In 1965, Plaintiff and Defendant executed three related contracts: (1) Agreement for Financial Investment; (2) Agreement for Supply of Know-How; and (3) Agreement for Technical Services. (Def.'s Br., Statement of Undisputed Material Facts ¶ 2; admitted at Pl.'s Resp., Resp. to Statement of Undisputed Material Facts ¶ 2.) Pursuant to the Agreement for Financial Investment, Defendant supplied Plaintiff with machinery and tooling in exchange for a twenty-four percent equity interest in Plaintiff. ( Id., Statement of Undisputed Material Facts ¶ 3; admitted at Pl.'s Resp., Resp. to Statement of Undisputed Material Facts ¶ 3.) The Agreement for Supply of Know-How provided that Defendant would supply Plaintiff with "secret techniques, know-how, designs, [and] testing methods" related to Defendant's products in exchange for certain cash payments. ( Id., Statement of Undisputed Material Facts ¶ 4; admitted at Pl.'s Resp., Resp. to Statement of Undisputed Material Facts ¶ 4.) The Agreement for Technical Services (the "ATS") provided that:

It is the intention of the parties hereto that this Agreement will not only cover present but future [Defendant-designed] devices, and [Defendant] therefore shall disclose and make available to [Plaintiff] information on future developments, and improvements of its line of manufacture, and detail working drawings on such [Defendant-designed] devices as [Defendant] desires to release for manufacture and sale. [Plaintiff] shall not manufacture, or cause to be manufactured, and/or sell any [Defendant-designed] devices not released by [Defendant] for manufacture.

( Id., Statement of Undisputed Material Facts ¶ 5; admitted at Pl.'s Resp., Resp. to Statement of Undisputed Material Facts ¶ 5.) The ATS expired on July 31, 1978. ( Id., Statement of Undisputed Material Facts ¶ 6; admitted at Pl.'s Resp., Resp. to Statement of Undisputed Material Facts ¶ 6.)

(2) The 1979 Memorandum of Intent

On November 8, 1979, Plaintiff and Defendant negotiated and executed a Memorandum of Intent ("MOI"). (Pl.'s Br., Statement of Undisputed Facts ¶ 4; admitted at Def.'s Resp., Resp. to Statement of Undisputed Material Facts ¶ 4.) In the MOI's first clause, Defendant granted Plaintiff the permanent right to manufacture: (1) those Defendant-designed filter-regulatorlubricator products ("FRL products") and related products that Plaintiff manufactured as of June 30, 1979; and (2) nineteen additional Defendant-designed FRL products listed in Exhibit A to the MOI. (Def.'s Br., Ex.

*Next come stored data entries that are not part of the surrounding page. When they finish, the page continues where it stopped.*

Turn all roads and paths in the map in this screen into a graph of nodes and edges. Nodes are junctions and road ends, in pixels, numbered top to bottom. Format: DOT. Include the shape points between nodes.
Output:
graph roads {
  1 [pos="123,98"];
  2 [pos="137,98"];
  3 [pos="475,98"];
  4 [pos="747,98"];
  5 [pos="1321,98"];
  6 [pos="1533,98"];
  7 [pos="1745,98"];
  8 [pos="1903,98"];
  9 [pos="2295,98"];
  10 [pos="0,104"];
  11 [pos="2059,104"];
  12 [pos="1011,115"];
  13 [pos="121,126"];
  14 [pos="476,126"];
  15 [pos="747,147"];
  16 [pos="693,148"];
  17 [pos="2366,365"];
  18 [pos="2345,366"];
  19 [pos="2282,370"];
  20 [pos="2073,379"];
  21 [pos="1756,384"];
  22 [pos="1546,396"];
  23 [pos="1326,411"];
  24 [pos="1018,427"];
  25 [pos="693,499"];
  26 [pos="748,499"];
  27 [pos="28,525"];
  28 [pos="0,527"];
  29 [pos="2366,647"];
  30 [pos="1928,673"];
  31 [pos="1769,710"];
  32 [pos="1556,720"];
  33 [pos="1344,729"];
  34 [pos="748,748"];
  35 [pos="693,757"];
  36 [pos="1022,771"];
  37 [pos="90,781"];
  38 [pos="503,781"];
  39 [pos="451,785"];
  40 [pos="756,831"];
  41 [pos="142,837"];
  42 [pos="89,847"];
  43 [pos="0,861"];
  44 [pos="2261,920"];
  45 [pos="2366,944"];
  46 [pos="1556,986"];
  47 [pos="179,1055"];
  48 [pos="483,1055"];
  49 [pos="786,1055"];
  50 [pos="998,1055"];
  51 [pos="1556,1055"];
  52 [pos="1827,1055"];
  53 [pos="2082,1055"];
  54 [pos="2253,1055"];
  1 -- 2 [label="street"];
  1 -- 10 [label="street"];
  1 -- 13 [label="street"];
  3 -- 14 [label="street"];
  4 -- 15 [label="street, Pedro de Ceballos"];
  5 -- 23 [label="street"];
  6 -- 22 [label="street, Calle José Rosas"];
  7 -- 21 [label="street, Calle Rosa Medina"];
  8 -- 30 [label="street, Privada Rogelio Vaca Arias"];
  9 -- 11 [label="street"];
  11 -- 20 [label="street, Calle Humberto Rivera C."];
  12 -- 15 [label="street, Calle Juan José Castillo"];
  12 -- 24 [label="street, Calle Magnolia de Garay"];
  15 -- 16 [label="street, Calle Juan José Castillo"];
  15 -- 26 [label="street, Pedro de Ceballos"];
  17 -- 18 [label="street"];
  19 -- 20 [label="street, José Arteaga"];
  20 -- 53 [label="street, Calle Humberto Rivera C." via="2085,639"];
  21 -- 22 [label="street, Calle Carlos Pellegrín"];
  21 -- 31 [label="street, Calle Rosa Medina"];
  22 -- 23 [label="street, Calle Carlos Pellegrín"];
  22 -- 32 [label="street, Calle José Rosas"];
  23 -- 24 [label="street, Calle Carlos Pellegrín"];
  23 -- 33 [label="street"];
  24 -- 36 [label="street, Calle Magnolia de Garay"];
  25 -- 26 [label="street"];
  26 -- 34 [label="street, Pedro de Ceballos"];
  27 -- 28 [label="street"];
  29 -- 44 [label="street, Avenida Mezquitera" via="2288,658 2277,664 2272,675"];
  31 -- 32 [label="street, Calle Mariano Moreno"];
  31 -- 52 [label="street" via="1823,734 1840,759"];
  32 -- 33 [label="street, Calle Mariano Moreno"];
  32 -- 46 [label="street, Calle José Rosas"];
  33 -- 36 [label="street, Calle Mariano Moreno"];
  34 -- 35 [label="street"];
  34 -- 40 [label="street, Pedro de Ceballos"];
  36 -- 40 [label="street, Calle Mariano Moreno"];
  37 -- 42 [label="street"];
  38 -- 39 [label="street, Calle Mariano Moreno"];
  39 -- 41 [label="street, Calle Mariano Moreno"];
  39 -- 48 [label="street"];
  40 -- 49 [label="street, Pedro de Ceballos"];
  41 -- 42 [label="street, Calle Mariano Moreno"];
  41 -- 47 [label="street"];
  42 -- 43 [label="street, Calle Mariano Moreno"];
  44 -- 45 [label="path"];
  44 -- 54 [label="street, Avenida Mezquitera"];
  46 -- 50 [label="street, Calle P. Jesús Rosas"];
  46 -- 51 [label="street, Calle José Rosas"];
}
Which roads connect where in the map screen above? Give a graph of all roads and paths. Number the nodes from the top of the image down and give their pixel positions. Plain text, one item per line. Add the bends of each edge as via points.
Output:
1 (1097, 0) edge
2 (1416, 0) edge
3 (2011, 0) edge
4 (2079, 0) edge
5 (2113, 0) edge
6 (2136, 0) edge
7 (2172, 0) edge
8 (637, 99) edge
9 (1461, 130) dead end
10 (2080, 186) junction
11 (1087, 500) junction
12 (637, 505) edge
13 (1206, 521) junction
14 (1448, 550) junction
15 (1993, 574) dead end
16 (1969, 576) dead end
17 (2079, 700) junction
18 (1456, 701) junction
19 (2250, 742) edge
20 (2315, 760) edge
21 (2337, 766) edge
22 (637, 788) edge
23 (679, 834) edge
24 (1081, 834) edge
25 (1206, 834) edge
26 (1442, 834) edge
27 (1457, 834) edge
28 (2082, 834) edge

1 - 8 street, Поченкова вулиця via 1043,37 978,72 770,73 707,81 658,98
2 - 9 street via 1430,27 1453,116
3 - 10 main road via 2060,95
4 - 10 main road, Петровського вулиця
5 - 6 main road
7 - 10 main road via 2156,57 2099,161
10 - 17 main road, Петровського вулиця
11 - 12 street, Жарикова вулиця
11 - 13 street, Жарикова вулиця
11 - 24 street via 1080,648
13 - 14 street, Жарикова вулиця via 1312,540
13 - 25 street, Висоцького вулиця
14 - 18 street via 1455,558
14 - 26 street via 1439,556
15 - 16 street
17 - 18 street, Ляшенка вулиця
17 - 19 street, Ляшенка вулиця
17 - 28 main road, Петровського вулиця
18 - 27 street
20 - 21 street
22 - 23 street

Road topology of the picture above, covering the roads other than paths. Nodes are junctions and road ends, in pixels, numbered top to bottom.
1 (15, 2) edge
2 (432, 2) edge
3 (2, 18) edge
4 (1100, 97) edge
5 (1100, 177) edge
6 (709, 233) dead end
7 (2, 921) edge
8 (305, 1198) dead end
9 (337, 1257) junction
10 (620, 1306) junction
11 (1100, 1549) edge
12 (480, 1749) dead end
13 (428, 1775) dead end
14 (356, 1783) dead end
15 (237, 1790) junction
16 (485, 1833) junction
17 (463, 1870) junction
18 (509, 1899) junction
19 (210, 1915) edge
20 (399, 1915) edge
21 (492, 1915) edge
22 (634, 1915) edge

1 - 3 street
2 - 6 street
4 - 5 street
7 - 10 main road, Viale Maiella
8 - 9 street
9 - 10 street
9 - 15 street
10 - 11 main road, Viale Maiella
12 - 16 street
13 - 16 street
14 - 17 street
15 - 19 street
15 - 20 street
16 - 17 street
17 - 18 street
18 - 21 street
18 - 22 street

A-6 at ¶ 1 [MOI].) In the MOI's second clause, Defendant agreed to furnish Plaintiff with "drawings and technical support as done in the past for the products identified in [the MOI] and changes and improvements thereto as required from time to time so long as [Defendant] maintains an equity interest in [Plaintiff] and at least until September 30, 1986." ( Id., Ex. A-6 at ¶ 2 [MOI].) In the third clause, Plaintiff agreed to pay Defendant $70,000 as consideration for the agreement. ( Id., Ex. A-6 at ¶ 3 [MOI].) In the sixth clause, Plaintiff agreed "to apply to the Indian Government for obtaining official permission, if required, to enter into a new Agreement, on above stated general terms, and obtain Indian Government approval." ( Id., Ex. A-6 at ¶ 6 [MOI].) In the eighth clause, the parties agreed that the MOI "supercedes all previous memoranda and agreements between [Defendant] and [Plaintiff]." ( Id., Ex. A-6 at ¶ 8 [MOI].)

Plaintiff asserts that the MOI is currently the only agreement governing the relationship between Plaintiff and Defendant. (Pl.'s Br., Statement of Undisputed Facts ¶ 10; deemed admitted at Def.'s Resp., Resp. to Statement of Undisputed Material Facts ¶ 10.) Neither Plaintiff nor Defendant is aware of any direct communication whereby Defendant informed Plaintiff that it would no longer perform its duties under the MOI. ( Id., Ex. A ¶ 6 [11/23/05 Decl. of H. Vora], Ex. 4 at 26-28 [Dep. of D. McMahan].)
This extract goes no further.